Hawks and his colleagues have made another startling discovery. The fossils of a far more distantly related species of hominid called Homo naledi, which retained a small brain and a chimp-like jaw, have been discovered recently in a South African cave. But instead of being millions of years old, such fossils have now been dated — in yet another announcement this spring — at (you guessed it) between 236,000 and 335,000 years old.

So as we push back the date of modern human beings, we pull forward the date of the extinction of other kinds of hominid. When already culturally advanced, we shared the African savannah with a small-brained ape-man that was much more closely related to us than chimpanzees are, but was a quite different species.

So who made the Middle Stone Age tools, which are found all over the continent but vary from region to region?
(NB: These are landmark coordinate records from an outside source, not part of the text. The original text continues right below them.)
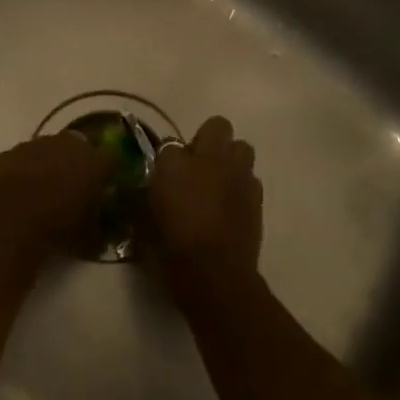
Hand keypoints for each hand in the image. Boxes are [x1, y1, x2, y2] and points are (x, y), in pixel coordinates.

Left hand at [0, 133, 116, 248]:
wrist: (6, 222)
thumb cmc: (57, 228)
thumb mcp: (89, 239)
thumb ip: (101, 230)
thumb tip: (106, 234)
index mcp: (94, 161)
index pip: (113, 156)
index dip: (111, 170)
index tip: (108, 184)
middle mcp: (67, 144)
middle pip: (79, 147)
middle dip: (79, 163)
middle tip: (75, 186)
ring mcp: (34, 145)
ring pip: (48, 149)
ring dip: (50, 164)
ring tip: (45, 190)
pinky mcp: (8, 153)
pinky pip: (22, 159)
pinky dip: (23, 170)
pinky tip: (18, 192)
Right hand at [149, 116, 262, 293]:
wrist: (214, 274)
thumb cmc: (171, 245)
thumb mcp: (143, 219)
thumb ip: (142, 195)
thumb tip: (145, 187)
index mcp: (175, 161)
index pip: (169, 142)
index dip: (167, 156)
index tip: (164, 173)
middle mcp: (210, 158)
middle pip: (217, 126)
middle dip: (208, 139)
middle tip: (197, 165)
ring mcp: (239, 174)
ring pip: (242, 148)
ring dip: (230, 158)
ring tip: (219, 181)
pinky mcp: (257, 196)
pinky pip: (251, 177)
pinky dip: (241, 185)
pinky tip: (231, 204)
Almost certainly several different archaic lineages contributed, as well as the particular species or race that was on the way to turning into modern human beings. Perhaps even Homo naledi made some of them.

The truth probably lies somewhere between two extremes, one of which has distinct species of early human living all over Africa, interbreeding not very much and with only one on the way to modernity; the other has frequent hybridisation between populations in different parts of the continent, both genetically and culturally.


Either way, something was stirring in Africa that would lead eventually to iPhones and nuclear weapons, Beethoven and the Beatles. And it was stirring much earlier than we had thought, almost a third of a million years ago. It is hard to get your mind around just how gradual the emergence of modern human beings was. We are talking of 10,000 generations. Now that’s long term.